A new, less invasive but less effective form of Covid-19 testing will be offered to quarantine staff from next week, according to Covid-19 Response Minister Chris Hipkins.
The saliva testing will be optional for staff members and will be in addition to the mandatory weekly testing.
It's not as sensitive or effective as the nose swabs testing currently used, and will only be offered to staff members working in the quarantine facilities - where people with Covid-19 are staying.
Workers in managed isolation facilities, where new arrivals isolate, will not be offered the extra testing, Hipkins said in a statement today.
"This new precautionary measure is in response to higher rates of infection overseas and the more transmissible variants of Covid-19, and is the latest in a series of added protection measures at the border,” he says.
"They will be offered as an additional screening tool for our highest risk border workers."
Hipkins says the safety of those workers is a "top priority".
"[The saliva testing] could mean we pick up any positive cases among workers at quarantine facilities faster and will provide workers with another layer of assurance."
Covid-19 modeller Michael Plank says the less-sensitive tests mean they'll miss cases, particularly early in infection, but it's still a good idea to bring them in.
"It’s important that the new tests are an addition to existing test requirements, not a replacement," he says.
"The advantage of saliva tests is they are easier and less invasive, which means they can potentially be done more often."
By bringing in the extra saliva tests as well as the weekly swab, Plank says it'll be more likely cases are detected before they can pass the virus on to others.
"This will reduce the risk of a community outbreak."

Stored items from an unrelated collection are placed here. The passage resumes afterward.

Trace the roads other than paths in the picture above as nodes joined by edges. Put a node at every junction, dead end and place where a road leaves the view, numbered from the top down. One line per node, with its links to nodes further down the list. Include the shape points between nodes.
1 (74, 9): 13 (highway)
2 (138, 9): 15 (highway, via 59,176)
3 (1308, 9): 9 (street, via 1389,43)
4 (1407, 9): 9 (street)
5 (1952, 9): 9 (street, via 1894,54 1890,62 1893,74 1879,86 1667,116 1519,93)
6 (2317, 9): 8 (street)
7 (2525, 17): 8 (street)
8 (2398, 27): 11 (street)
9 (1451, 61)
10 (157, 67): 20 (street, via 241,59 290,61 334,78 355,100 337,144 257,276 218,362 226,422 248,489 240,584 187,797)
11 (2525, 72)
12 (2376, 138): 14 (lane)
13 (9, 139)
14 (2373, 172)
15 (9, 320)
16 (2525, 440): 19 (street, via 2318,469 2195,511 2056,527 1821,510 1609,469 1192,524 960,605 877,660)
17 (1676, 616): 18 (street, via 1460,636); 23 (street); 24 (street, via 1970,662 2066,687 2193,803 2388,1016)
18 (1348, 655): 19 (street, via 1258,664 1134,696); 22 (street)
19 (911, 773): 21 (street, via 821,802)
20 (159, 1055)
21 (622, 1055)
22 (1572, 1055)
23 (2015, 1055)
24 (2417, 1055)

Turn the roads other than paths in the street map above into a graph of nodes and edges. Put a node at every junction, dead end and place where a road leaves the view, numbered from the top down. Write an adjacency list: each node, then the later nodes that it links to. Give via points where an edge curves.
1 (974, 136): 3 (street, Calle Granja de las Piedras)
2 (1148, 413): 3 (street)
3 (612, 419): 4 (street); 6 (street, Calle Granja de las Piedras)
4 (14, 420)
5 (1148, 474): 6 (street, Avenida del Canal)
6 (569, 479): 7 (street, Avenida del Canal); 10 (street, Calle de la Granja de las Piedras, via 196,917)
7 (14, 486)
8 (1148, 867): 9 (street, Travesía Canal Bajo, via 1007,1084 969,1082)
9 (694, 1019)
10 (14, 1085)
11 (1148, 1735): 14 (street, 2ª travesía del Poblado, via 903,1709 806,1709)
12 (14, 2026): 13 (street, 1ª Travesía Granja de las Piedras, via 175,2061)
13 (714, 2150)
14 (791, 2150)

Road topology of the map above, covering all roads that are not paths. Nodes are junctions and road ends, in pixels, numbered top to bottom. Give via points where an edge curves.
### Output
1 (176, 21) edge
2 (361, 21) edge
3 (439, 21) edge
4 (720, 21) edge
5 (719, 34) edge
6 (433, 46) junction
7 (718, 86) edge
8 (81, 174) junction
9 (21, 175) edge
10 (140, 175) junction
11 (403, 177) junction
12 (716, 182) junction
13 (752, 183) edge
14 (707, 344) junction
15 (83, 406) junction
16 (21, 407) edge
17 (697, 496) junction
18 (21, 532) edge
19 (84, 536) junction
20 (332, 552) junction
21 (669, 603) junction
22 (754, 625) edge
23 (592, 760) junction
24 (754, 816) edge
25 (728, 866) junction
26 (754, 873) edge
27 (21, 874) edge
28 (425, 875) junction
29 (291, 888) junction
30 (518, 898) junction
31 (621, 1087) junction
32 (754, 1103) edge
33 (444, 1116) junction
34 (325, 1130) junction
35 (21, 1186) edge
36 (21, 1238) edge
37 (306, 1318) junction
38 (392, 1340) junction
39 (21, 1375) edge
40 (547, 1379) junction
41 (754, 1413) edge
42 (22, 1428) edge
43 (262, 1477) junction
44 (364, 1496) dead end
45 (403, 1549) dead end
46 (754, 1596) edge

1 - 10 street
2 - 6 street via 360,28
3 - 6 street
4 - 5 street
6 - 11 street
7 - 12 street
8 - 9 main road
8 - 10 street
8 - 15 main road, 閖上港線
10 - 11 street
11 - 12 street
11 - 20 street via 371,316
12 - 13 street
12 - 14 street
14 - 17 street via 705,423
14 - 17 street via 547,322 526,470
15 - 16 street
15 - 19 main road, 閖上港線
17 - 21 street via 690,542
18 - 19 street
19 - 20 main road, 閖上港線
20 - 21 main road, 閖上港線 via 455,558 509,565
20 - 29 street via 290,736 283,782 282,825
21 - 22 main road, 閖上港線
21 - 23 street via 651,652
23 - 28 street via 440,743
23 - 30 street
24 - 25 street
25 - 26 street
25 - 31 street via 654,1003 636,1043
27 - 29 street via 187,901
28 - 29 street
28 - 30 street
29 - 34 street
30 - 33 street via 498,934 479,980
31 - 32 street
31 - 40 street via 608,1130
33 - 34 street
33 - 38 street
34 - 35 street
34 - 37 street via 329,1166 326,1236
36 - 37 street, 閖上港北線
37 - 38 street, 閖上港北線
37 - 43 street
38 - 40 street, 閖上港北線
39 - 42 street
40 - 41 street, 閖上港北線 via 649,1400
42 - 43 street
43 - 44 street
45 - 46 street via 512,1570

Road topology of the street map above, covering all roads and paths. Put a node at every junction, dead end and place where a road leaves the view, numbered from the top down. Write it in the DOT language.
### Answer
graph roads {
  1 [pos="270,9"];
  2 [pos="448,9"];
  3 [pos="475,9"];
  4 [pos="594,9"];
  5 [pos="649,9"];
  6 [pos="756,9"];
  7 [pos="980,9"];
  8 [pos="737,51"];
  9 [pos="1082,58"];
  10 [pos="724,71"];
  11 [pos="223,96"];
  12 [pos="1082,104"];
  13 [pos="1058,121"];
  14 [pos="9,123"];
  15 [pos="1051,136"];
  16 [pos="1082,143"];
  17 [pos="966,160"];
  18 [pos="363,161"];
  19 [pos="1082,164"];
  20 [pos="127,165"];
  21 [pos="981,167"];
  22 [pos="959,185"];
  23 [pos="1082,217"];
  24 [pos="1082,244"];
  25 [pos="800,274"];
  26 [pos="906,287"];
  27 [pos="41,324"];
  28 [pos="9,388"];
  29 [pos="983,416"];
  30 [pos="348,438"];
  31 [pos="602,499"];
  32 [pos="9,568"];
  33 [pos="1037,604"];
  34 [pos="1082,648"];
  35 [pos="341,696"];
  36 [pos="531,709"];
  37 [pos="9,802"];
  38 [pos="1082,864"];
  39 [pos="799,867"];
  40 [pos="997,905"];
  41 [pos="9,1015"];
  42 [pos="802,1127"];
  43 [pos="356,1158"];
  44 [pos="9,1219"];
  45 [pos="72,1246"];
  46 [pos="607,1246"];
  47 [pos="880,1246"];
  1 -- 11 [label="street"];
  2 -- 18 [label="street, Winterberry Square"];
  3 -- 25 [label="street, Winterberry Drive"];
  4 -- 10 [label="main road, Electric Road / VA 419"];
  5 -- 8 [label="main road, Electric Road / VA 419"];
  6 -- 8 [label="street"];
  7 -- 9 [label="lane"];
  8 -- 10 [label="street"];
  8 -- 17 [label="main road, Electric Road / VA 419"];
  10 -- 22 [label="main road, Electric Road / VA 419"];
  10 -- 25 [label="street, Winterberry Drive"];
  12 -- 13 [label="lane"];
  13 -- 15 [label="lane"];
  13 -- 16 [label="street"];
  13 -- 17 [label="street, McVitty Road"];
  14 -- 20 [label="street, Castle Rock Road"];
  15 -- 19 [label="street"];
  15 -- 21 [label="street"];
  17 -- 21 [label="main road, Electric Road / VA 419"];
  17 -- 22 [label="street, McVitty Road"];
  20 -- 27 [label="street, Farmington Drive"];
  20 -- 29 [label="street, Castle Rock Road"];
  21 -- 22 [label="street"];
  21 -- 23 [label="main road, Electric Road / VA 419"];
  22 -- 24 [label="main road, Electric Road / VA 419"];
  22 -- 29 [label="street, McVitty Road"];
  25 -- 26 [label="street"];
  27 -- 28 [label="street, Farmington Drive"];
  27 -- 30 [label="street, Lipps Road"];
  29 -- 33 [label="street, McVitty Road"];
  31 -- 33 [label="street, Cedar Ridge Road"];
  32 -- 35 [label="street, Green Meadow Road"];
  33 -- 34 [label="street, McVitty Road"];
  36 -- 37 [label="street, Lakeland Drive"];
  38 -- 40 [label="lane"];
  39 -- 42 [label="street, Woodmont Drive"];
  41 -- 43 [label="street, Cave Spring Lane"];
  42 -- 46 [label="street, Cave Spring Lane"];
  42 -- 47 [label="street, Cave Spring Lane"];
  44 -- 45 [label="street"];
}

The saliva testing will be offered to workers at the Auckland Jet Park Hotel quarantine facility from Monday, before being rolled out to the joint managed isolation and quarantine facilities in Wellington and Christchurch.
Presently most border workers are meant to undergo a nasal PCR test every seven to 14 days as well as having daily health checks, to ensure they haven't caught Covid-19 while interacting with international arrivals.
Air New Zealand is also trialling the saliva testing with its workers beginning next week, in partnership with Crown research institute ESR.
It'll compare the accuracy of the tests with existing nasal swabs carried out in the same period.
Last week, the Ministry of Health told 1 NEWS it was investigating whether the saliva PCR testing could be introduced in the community, in addition to the nasal swabs currently used.
Hipkins says the Ministry of Health will "report back" on the role and effectiveness of saliva testing in early March.
New Zealand has had 29 confirmed cases of the new UK variant of Covid-19 and seven of the South African variant.
Both mutations are thought to be more infectious than the initial strain.